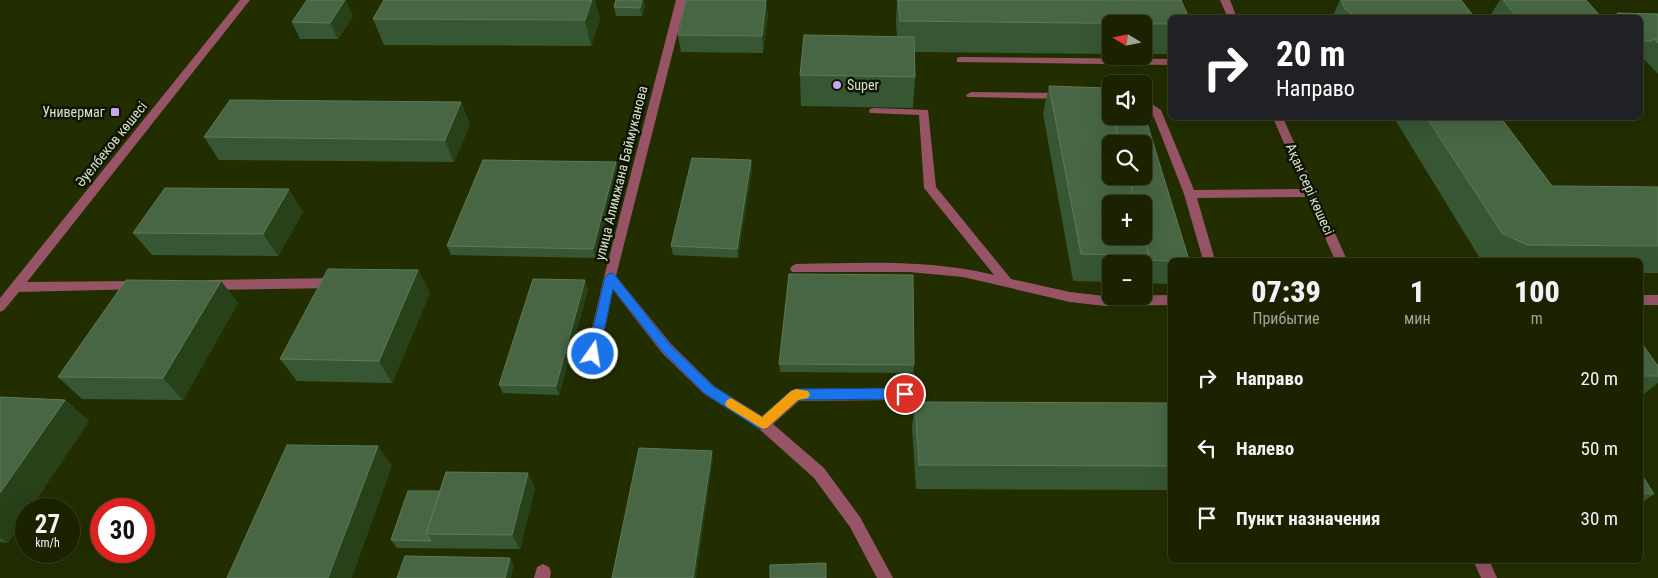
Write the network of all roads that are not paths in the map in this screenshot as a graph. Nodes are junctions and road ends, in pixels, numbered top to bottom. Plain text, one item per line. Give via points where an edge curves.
1 (245, 0) edge
2 (680, 0) edge
3 (1225, 0) edge
4 (1232, 15) edge
5 (960, 60) dead end
6 (1168, 62) edge
7 (972, 95) dead end
8 (1071, 96) edge
9 (1152, 107) edge
10 (874, 111) dead end
11 (1279, 120) edge
12 (1312, 193) junction
13 (1190, 194) junction
14 (1208, 258) edge
15 (1340, 258) edge
16 (796, 269) dead end
17 (610, 277) junction
18 (1006, 281) junction
19 (346, 283) edge
20 (199, 285) edge
21 (149, 286) edge
22 (16, 287) junction
23 (1168, 300) edge
24 (1643, 300) edge
25 (1658, 300) edge
26 (0, 307) edge
27 (593, 354) dead end
28 (905, 394) dead end
29 (763, 424) junction
30 (1482, 563) edge
31 (885, 578) edge
32 (1489, 578) edge

1 - 22 street, Әуелбеков көшесі
2 - 17 street, улица Алимжана Баймуканова
3 - 4 street
5 - 6 street
7 - 8 street
9 - 13 street via 1156,110
10 - 18 street via 924,112 930,188
11 - 12 street, Ақан сері көшесі
12 - 13 street
12 - 15 street, Ақан сері көшесі
13 - 14 street
16 - 18 street via 909,267 963,272
17 - 27 street, улица Алимжана Баймуканова
17 - 29 street via 667,349 709,390
18 - 23 street via 1079,298
19 - 20 street
21 - 22 street
22 - 26 street, Әуелбеков көшесі
24 - 25 street
28 - 29 street via 796,395
29 - 31 street via 819,473 855,522
30 - 32 street

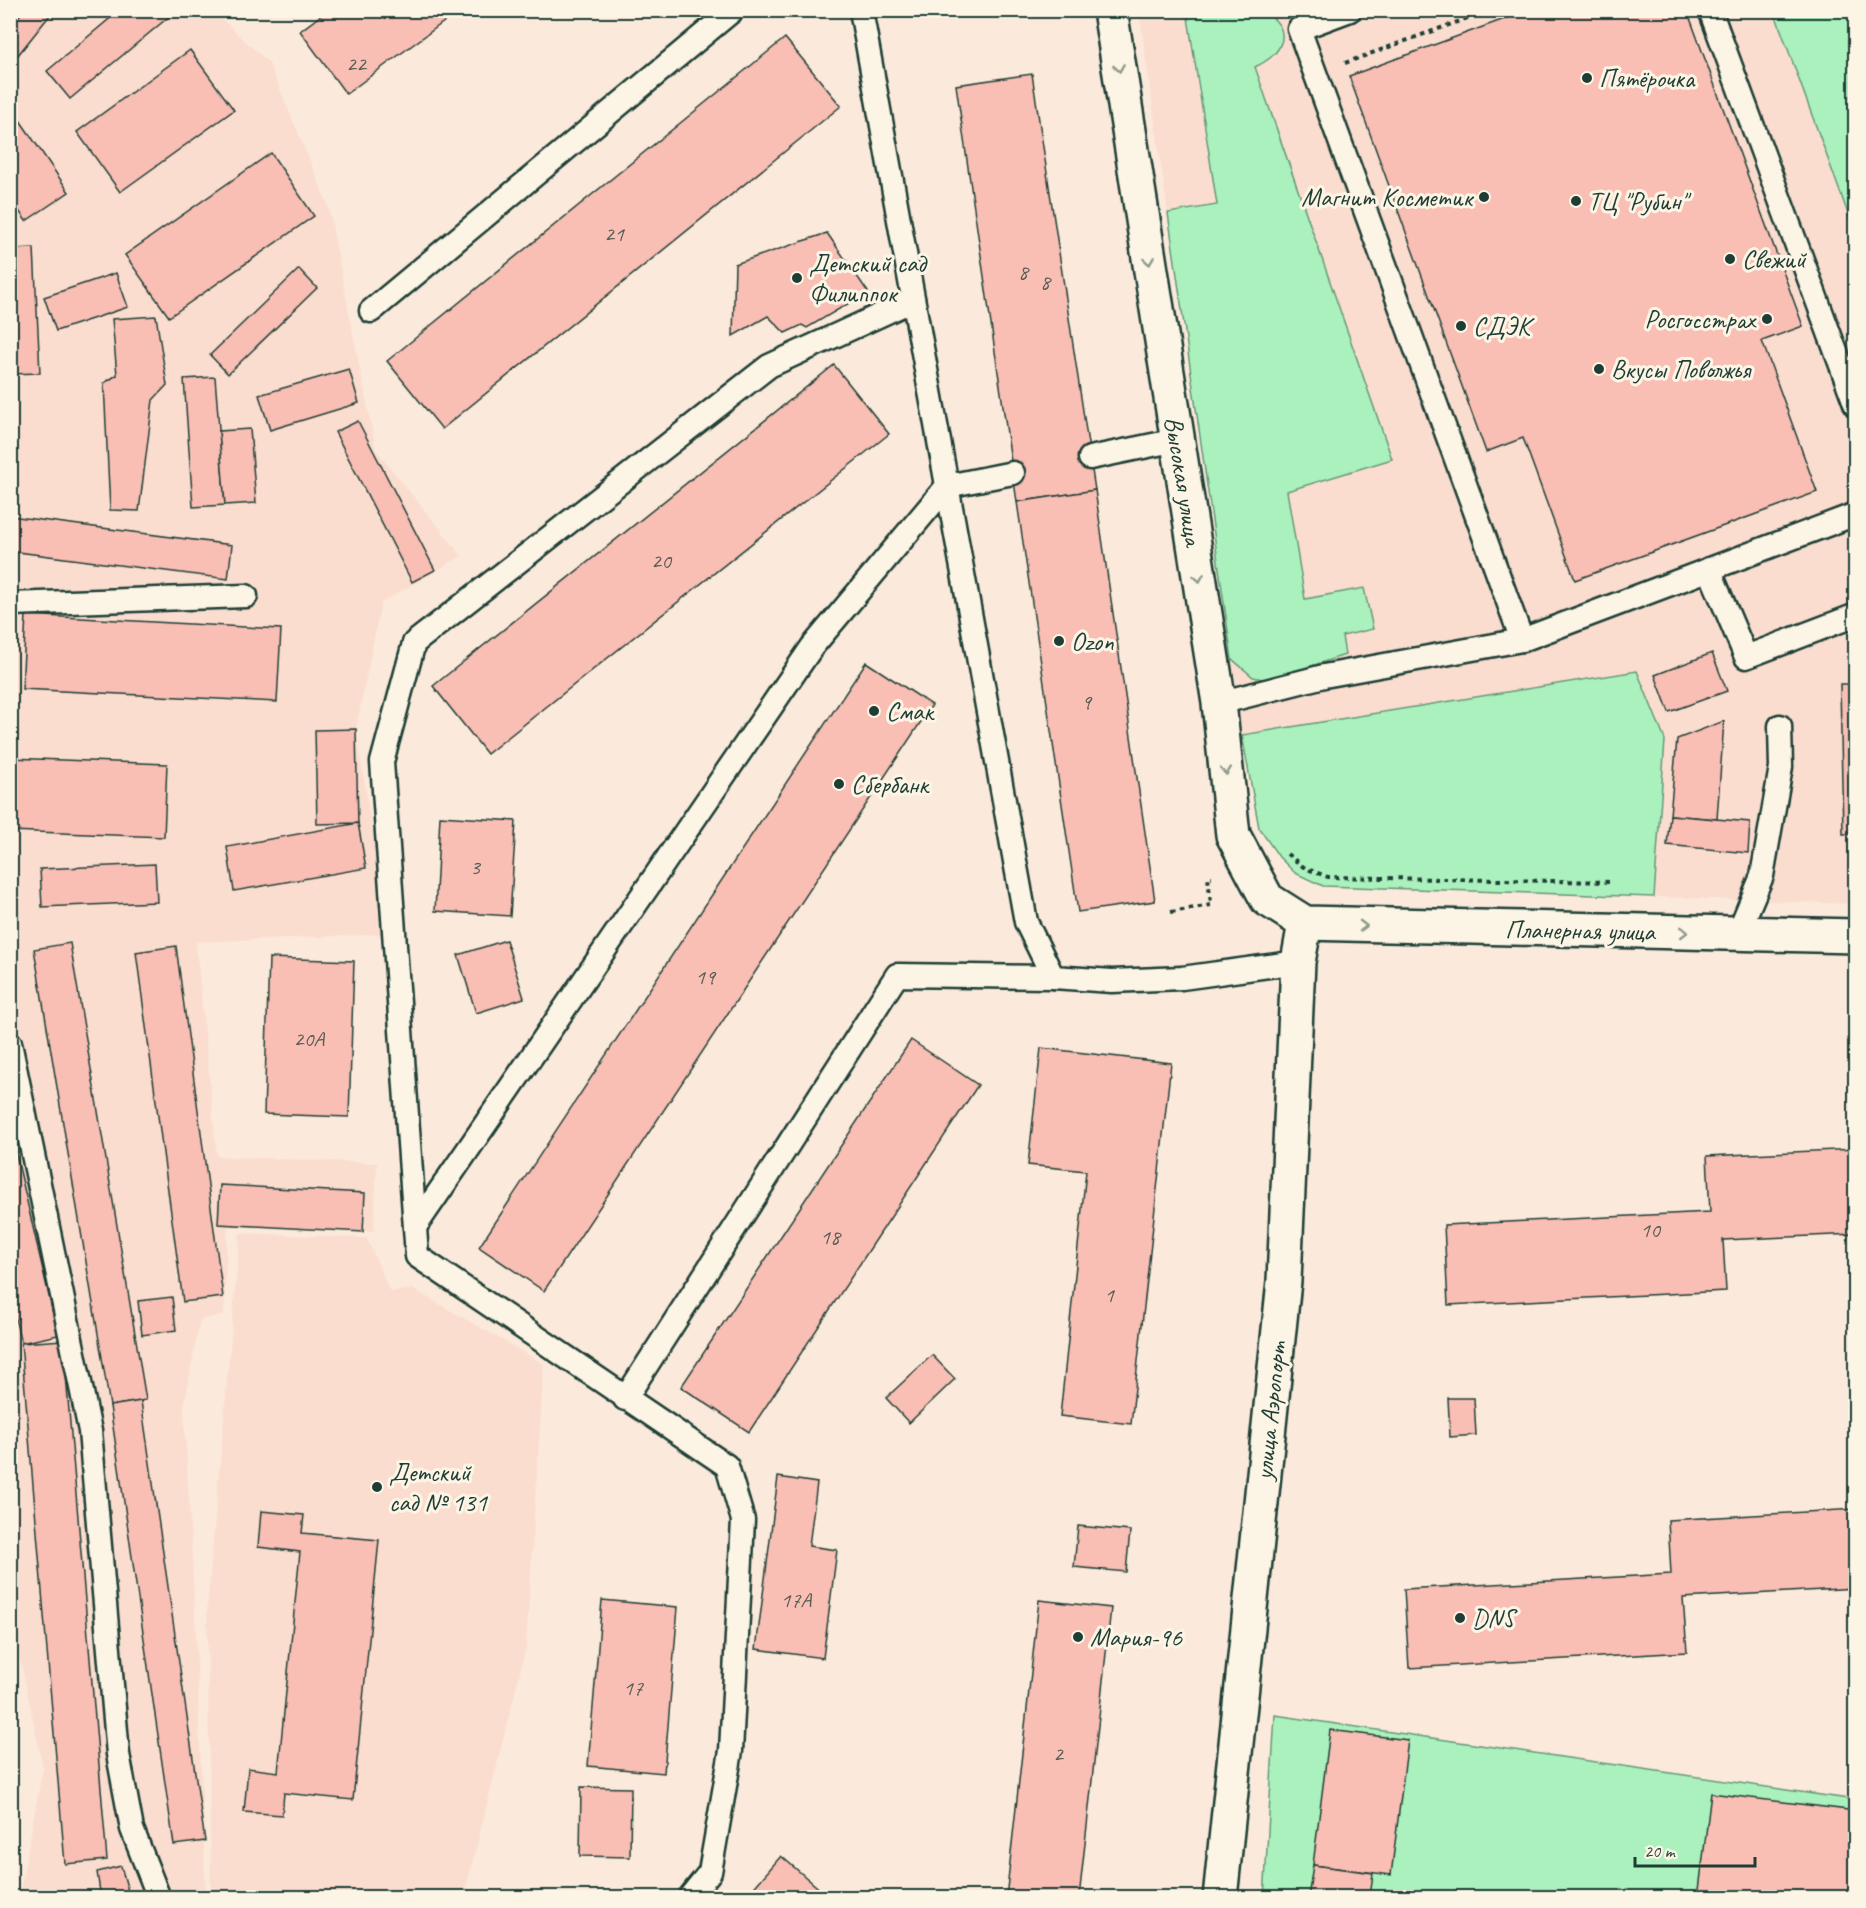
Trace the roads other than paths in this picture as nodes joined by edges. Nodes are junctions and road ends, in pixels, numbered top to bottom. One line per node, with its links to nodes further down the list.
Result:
1 (733, 10): 8 (lane)
2 (861, 10): 7 (lane)
3 (1110, 10): 10 (main road, Высокая улица, one-way to 10)
4 (1350, 10): 6 (lane)
5 (1710, 10): 9 (lane)
6 (1303, 18): 19 (lane)
7 (914, 300): 13 (lane); 28 (lane)
8 (370, 311)
9 (1856, 406)
10 (1177, 440): 11 (lane); 20 (main road, Высокая улица, one-way to 20)
11 (1090, 458)
12 (1013, 473): 13 (lane)
13 (947, 486): 26 (lane); 28 (lane)
14 (1856, 514): 15 (lane)
15 (1709, 569): 18 (lane); 19 (lane)
16 (246, 596): 17 (lane)
17 (10, 604)
18 (1856, 615)
19 (1522, 640): 20 (lane)
20 (1220, 703): 22 (main road, Высокая улица, one-way to 22)
21 (1780, 726): 23 (lane)
22 (1305, 923): 23 (main road, Планерная улица, one-way to 23); 25 (main road, улица Аэропорт)
23 (1738, 933): 24 (main road, Планерная улица)
24 (1856, 936)
25 (1298, 962): 26 (lane); 32 (main road, улица Аэропорт)
26 (1053, 977): 29 (lane)
27 (10, 1043): 30 (lane)
28 (415, 1227): 29 (lane)
29 (625, 1399): 31 (lane)
30 (159, 1898)
31 (689, 1898)
32 (1220, 1898)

---

ACTIVITY: Every record should be duplicated exactly, though any picture in it must be left out.

TASK SOLUTION:
Write the network of all roads that are not paths in the map in this screenshot as a graph. Nodes are junctions and road ends, in pixels, numbered top to bottom. Plain text, one item per line. Give via points where an edge curves.
1 (245, 0) edge
2 (680, 0) edge
3 (1225, 0) edge
4 (1232, 15) edge
5 (960, 60) dead end
6 (1168, 62) edge
7 (972, 95) dead end
8 (1071, 96) edge
9 (1152, 107) edge
10 (874, 111) dead end
11 (1279, 120) edge
12 (1312, 193) junction
13 (1190, 194) junction
14 (1208, 258) edge
15 (1340, 258) edge
16 (796, 269) dead end
17 (610, 277) junction
18 (1006, 281) junction
19 (346, 283) edge
20 (199, 285) edge
21 (149, 286) edge
22 (16, 287) junction
23 (1168, 300) edge
24 (1643, 300) edge
25 (1658, 300) edge
26 (0, 307) edge
27 (593, 354) dead end
28 (905, 394) dead end
29 (763, 424) junction
30 (1482, 563) edge
31 (885, 578) edge
32 (1489, 578) edge

1 - 22 street, Әуелбеков көшесі
2 - 17 street, улица Алимжана Баймуканова
3 - 4 street
5 - 6 street
7 - 8 street
9 - 13 street via 1156,110
10 - 18 street via 924,112 930,188
11 - 12 street, Ақан сері көшесі
12 - 13 street
12 - 15 street, Ақан сері көшесі
13 - 14 street
16 - 18 street via 909,267 963,272
17 - 27 street, улица Алимжана Баймуканова
17 - 29 street via 667,349 709,390
18 - 23 street via 1079,298
19 - 20 street
21 - 22 street
22 - 26 street, Әуелбеков көшесі
24 - 25 street
28 - 29 street via 796,395
29 - 31 street via 819,473 855,522
30 - 32 street

Trace the roads other than paths in this picture as nodes joined by edges. Nodes are junctions and road ends, in pixels, numbered top to bottom. One line per node, with its links to nodes further down the list.
Result:
1 (733, 10): 8 (lane)
2 (861, 10): 7 (lane)
3 (1110, 10): 10 (main road, Высокая улица, one-way to 10)
4 (1350, 10): 6 (lane)
5 (1710, 10): 9 (lane)
6 (1303, 18): 19 (lane)
7 (914, 300): 13 (lane); 28 (lane)
8 (370, 311)
9 (1856, 406)
10 (1177, 440): 11 (lane); 20 (main road, Высокая улица, one-way to 20)
11 (1090, 458)
12 (1013, 473): 13 (lane)
13 (947, 486): 26 (lane); 28 (lane)
14 (1856, 514): 15 (lane)
15 (1709, 569): 18 (lane); 19 (lane)
16 (246, 596): 17 (lane)
17 (10, 604)
18 (1856, 615)
19 (1522, 640): 20 (lane)
20 (1220, 703): 22 (main road, Высокая улица, one-way to 22)
21 (1780, 726): 23 (lane)
22 (1305, 923): 23 (main road, Планерная улица, one-way to 23); 25 (main road, улица Аэропорт)
23 (1738, 933): 24 (main road, Планерная улица)
24 (1856, 936)
25 (1298, 962): 26 (lane); 32 (main road, улица Аэропорт)
26 (1053, 977): 29 (lane)
27 (10, 1043): 30 (lane)
28 (415, 1227): 29 (lane)
29 (625, 1399): 31 (lane)
30 (159, 1898)
31 (689, 1898)
32 (1220, 1898)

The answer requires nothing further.